__WORK TASK__: Set the records down once more so that they match the source word for word.

*** Opening EXCERPTED DATA ***

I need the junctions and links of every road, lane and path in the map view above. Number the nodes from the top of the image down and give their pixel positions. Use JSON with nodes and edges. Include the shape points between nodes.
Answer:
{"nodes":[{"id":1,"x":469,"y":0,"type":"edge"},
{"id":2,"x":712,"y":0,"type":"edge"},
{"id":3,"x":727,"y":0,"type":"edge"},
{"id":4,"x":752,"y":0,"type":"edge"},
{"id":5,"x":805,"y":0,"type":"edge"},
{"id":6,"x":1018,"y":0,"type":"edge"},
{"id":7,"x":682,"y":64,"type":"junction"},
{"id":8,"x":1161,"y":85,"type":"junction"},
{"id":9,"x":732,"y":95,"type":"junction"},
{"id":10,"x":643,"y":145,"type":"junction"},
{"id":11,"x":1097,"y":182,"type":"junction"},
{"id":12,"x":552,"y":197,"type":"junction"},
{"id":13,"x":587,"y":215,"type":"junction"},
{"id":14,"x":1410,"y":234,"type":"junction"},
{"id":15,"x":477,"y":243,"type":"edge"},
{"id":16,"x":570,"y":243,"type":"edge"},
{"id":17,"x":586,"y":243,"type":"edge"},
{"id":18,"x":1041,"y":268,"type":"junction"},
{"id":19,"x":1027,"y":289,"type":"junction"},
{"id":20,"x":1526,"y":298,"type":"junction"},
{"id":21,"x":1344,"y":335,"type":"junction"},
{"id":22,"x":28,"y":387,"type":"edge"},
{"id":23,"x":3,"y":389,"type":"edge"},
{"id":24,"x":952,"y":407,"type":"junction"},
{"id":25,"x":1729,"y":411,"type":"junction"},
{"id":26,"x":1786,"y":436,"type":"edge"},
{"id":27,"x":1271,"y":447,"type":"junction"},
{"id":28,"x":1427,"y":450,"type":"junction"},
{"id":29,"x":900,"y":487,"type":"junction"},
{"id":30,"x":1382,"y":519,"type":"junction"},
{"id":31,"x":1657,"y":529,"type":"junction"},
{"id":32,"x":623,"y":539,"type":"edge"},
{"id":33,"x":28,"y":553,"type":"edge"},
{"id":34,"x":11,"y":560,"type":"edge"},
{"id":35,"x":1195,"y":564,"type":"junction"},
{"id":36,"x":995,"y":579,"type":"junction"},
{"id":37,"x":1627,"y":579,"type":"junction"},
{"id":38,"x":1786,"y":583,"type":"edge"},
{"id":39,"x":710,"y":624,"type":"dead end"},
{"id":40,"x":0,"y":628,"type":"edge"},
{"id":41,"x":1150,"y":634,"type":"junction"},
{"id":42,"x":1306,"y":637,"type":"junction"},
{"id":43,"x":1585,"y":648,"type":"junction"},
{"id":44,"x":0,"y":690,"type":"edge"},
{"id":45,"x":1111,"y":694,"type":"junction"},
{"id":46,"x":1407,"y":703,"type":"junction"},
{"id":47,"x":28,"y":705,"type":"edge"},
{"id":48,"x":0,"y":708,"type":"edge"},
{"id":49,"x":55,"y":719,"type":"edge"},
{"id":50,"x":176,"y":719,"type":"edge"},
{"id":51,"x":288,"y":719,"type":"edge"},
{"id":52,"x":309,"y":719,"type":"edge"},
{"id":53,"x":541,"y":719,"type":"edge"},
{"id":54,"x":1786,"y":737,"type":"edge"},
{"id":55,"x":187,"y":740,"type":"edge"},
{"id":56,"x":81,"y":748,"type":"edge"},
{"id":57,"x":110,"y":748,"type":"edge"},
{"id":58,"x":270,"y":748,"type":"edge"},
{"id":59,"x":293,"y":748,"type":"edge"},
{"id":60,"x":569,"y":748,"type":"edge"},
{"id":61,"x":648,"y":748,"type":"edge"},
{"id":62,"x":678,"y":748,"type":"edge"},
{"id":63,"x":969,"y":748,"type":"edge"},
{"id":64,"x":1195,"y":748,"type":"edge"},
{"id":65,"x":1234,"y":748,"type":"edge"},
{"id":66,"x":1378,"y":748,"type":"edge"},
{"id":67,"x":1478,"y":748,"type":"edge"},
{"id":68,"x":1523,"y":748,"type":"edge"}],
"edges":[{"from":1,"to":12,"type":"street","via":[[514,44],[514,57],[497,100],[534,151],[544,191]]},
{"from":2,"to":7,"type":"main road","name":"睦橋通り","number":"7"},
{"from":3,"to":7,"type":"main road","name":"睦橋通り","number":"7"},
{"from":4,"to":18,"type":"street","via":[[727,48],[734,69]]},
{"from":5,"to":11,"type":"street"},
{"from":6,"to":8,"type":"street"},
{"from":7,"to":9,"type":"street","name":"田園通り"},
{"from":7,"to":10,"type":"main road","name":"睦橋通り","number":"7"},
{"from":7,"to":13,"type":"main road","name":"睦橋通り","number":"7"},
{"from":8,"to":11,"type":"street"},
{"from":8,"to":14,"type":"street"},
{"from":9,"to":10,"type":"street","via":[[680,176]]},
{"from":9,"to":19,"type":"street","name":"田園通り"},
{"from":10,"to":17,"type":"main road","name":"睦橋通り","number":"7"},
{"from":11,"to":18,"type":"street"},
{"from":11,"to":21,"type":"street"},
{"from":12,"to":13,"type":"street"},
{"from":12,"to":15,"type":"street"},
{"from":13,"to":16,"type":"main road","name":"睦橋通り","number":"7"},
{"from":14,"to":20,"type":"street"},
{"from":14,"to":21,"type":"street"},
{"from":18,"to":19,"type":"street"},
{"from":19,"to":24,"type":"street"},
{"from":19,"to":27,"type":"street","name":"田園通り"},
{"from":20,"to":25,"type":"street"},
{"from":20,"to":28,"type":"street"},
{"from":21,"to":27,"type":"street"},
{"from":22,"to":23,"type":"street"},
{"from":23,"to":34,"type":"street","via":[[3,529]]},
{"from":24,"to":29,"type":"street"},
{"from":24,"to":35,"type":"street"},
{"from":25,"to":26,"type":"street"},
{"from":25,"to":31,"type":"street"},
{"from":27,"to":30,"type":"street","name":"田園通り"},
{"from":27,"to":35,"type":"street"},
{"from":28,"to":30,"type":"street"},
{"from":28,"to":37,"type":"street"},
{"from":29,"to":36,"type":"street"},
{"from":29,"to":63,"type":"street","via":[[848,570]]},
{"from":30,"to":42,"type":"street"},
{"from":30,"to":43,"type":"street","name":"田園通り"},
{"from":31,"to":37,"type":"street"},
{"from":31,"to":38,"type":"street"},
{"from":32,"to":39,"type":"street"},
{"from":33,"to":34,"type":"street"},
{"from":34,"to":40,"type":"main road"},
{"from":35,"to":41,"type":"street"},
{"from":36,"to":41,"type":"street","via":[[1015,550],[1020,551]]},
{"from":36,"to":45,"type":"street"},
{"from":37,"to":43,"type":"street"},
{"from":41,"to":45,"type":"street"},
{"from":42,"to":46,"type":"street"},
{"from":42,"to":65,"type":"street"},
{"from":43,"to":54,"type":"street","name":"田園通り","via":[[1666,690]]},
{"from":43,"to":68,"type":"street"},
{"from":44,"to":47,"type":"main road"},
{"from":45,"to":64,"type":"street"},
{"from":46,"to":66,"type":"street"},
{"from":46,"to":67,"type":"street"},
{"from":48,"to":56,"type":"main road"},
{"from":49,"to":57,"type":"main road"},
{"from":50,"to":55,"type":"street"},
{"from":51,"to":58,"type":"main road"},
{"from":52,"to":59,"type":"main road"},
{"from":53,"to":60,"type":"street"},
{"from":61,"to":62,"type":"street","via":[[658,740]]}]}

*** Closing EXCERPTED DATA ***

__RESULT FOR THIS EXERCISE__:
I need the junctions and links of every road, lane and path in the map view above. Number the nodes from the top of the image down and give their pixel positions. Use JSON with nodes and edges. Include the shape points between nodes.
Answer:
{"nodes":[{"id":1,"x":469,"y":0,"type":"edge"},
{"id":2,"x":712,"y":0,"type":"edge"},
{"id":3,"x":727,"y":0,"type":"edge"},
{"id":4,"x":752,"y":0,"type":"edge"},
{"id":5,"x":805,"y":0,"type":"edge"},
{"id":6,"x":1018,"y":0,"type":"edge"},
{"id":7,"x":682,"y":64,"type":"junction"},
{"id":8,"x":1161,"y":85,"type":"junction"},
{"id":9,"x":732,"y":95,"type":"junction"},
{"id":10,"x":643,"y":145,"type":"junction"},
{"id":11,"x":1097,"y":182,"type":"junction"},
{"id":12,"x":552,"y":197,"type":"junction"},
{"id":13,"x":587,"y":215,"type":"junction"},
{"id":14,"x":1410,"y":234,"type":"junction"},
{"id":15,"x":477,"y":243,"type":"edge"},
{"id":16,"x":570,"y":243,"type":"edge"},
{"id":17,"x":586,"y":243,"type":"edge"},
{"id":18,"x":1041,"y":268,"type":"junction"},
{"id":19,"x":1027,"y":289,"type":"junction"},
{"id":20,"x":1526,"y":298,"type":"junction"},
{"id":21,"x":1344,"y":335,"type":"junction"},
{"id":22,"x":28,"y":387,"type":"edge"},
{"id":23,"x":3,"y":389,"type":"edge"},
{"id":24,"x":952,"y":407,"type":"junction"},
{"id":25,"x":1729,"y":411,"type":"junction"},
{"id":26,"x":1786,"y":436,"type":"edge"},
{"id":27,"x":1271,"y":447,"type":"junction"},
{"id":28,"x":1427,"y":450,"type":"junction"},
{"id":29,"x":900,"y":487,"type":"junction"},
{"id":30,"x":1382,"y":519,"type":"junction"},
{"id":31,"x":1657,"y":529,"type":"junction"},
{"id":32,"x":623,"y":539,"type":"edge"},
{"id":33,"x":28,"y":553,"type":"edge"},
{"id":34,"x":11,"y":560,"type":"edge"},
{"id":35,"x":1195,"y":564,"type":"junction"},
{"id":36,"x":995,"y":579,"type":"junction"},
{"id":37,"x":1627,"y":579,"type":"junction"},
{"id":38,"x":1786,"y":583,"type":"edge"},
{"id":39,"x":710,"y":624,"type":"dead end"},
{"id":40,"x":0,"y":628,"type":"edge"},
{"id":41,"x":1150,"y":634,"type":"junction"},
{"id":42,"x":1306,"y":637,"type":"junction"},
{"id":43,"x":1585,"y":648,"type":"junction"},
{"id":44,"x":0,"y":690,"type":"edge"},
{"id":45,"x":1111,"y":694,"type":"junction"},
{"id":46,"x":1407,"y":703,"type":"junction"},
{"id":47,"x":28,"y":705,"type":"edge"},
{"id":48,"x":0,"y":708,"type":"edge"},
{"id":49,"x":55,"y":719,"type":"edge"},
{"id":50,"x":176,"y":719,"type":"edge"},
{"id":51,"x":288,"y":719,"type":"edge"},
{"id":52,"x":309,"y":719,"type":"edge"},
{"id":53,"x":541,"y":719,"type":"edge"},
{"id":54,"x":1786,"y":737,"type":"edge"},
{"id":55,"x":187,"y":740,"type":"edge"},
{"id":56,"x":81,"y":748,"type":"edge"},
{"id":57,"x":110,"y":748,"type":"edge"},
{"id":58,"x":270,"y":748,"type":"edge"},
{"id":59,"x":293,"y":748,"type":"edge"},
{"id":60,"x":569,"y":748,"type":"edge"},
{"id":61,"x":648,"y":748,"type":"edge"},
{"id":62,"x":678,"y":748,"type":"edge"},
{"id":63,"x":969,"y":748,"type":"edge"},
{"id":64,"x":1195,"y":748,"type":"edge"},
{"id":65,"x":1234,"y":748,"type":"edge"},
{"id":66,"x":1378,"y":748,"type":"edge"},
{"id":67,"x":1478,"y":748,"type":"edge"},
{"id":68,"x":1523,"y":748,"type":"edge"}],
"edges":[{"from":1,"to":12,"type":"street","via":[[514,44],[514,57],[497,100],[534,151],[544,191]]},
{"from":2,"to":7,"type":"main road","name":"睦橋通り","number":"7"},
{"from":3,"to":7,"type":"main road","name":"睦橋通り","number":"7"},
{"from":4,"to":18,"type":"street","via":[[727,48],[734,69]]},
{"from":5,"to":11,"type":"street"},
{"from":6,"to":8,"type":"street"},
{"from":7,"to":9,"type":"street","name":"田園通り"},
{"from":7,"to":10,"type":"main road","name":"睦橋通り","number":"7"},
{"from":7,"to":13,"type":"main road","name":"睦橋通り","number":"7"},
{"from":8,"to":11,"type":"street"},
{"from":8,"to":14,"type":"street"},
{"from":9,"to":10,"type":"street","via":[[680,176]]},
{"from":9,"to":19,"type":"street","name":"田園通り"},
{"from":10,"to":17,"type":"main road","name":"睦橋通り","number":"7"},
{"from":11,"to":18,"type":"street"},
{"from":11,"to":21,"type":"street"},
{"from":12,"to":13,"type":"street"},
{"from":12,"to":15,"type":"street"},
{"from":13,"to":16,"type":"main road","name":"睦橋通り","number":"7"},
{"from":14,"to":20,"type":"street"},
{"from":14,"to":21,"type":"street"},
{"from":18,"to":19,"type":"street"},
{"from":19,"to":24,"type":"street"},
{"from":19,"to":27,"type":"street","name":"田園通り"},
{"from":20,"to":25,"type":"street"},
{"from":20,"to":28,"type":"street"},
{"from":21,"to":27,"type":"street"},
{"from":22,"to":23,"type":"street"},
{"from":23,"to":34,"type":"street","via":[[3,529]]},
{"from":24,"to":29,"type":"street"},
{"from":24,"to":35,"type":"street"},
{"from":25,"to":26,"type":"street"},
{"from":25,"to":31,"type":"street"},
{"from":27,"to":30,"type":"street","name":"田園通り"},
{"from":27,"to":35,"type":"street"},
{"from":28,"to":30,"type":"street"},
{"from":28,"to":37,"type":"street"},
{"from":29,"to":36,"type":"street"},
{"from":29,"to":63,"type":"street","via":[[848,570]]},
{"from":30,"to":42,"type":"street"},
{"from":30,"to":43,"type":"street","name":"田園通り"},
{"from":31,"to":37,"type":"street"},
{"from":31,"to":38,"type":"street"},
{"from":32,"to":39,"type":"street"},
{"from":33,"to":34,"type":"street"},
{"from":34,"to":40,"type":"main road"},
{"from":35,"to":41,"type":"street"},
{"from":36,"to":41,"type":"street","via":[[1015,550],[1020,551]]},
{"from":36,"to":45,"type":"street"},
{"from":37,"to":43,"type":"street"},
{"from":41,"to":45,"type":"street"},
{"from":42,"to":46,"type":"street"},
{"from":42,"to":65,"type":"street"},
{"from":43,"to":54,"type":"street","name":"田園通り","via":[[1666,690]]},
{"from":43,"to":68,"type":"street"},
{"from":44,"to":47,"type":"main road"},
{"from":45,"to":64,"type":"street"},
{"from":46,"to":66,"type":"street"},
{"from":46,"to":67,"type":"street"},
{"from":48,"to":56,"type":"main road"},
{"from":49,"to":57,"type":"main road"},
{"from":50,"to":55,"type":"street"},
{"from":51,"to":58,"type":"main road"},
{"from":52,"to":59,"type":"main road"},
{"from":53,"to":60,"type":"street"},
{"from":61,"to":62,"type":"street","via":[[658,740]]}]}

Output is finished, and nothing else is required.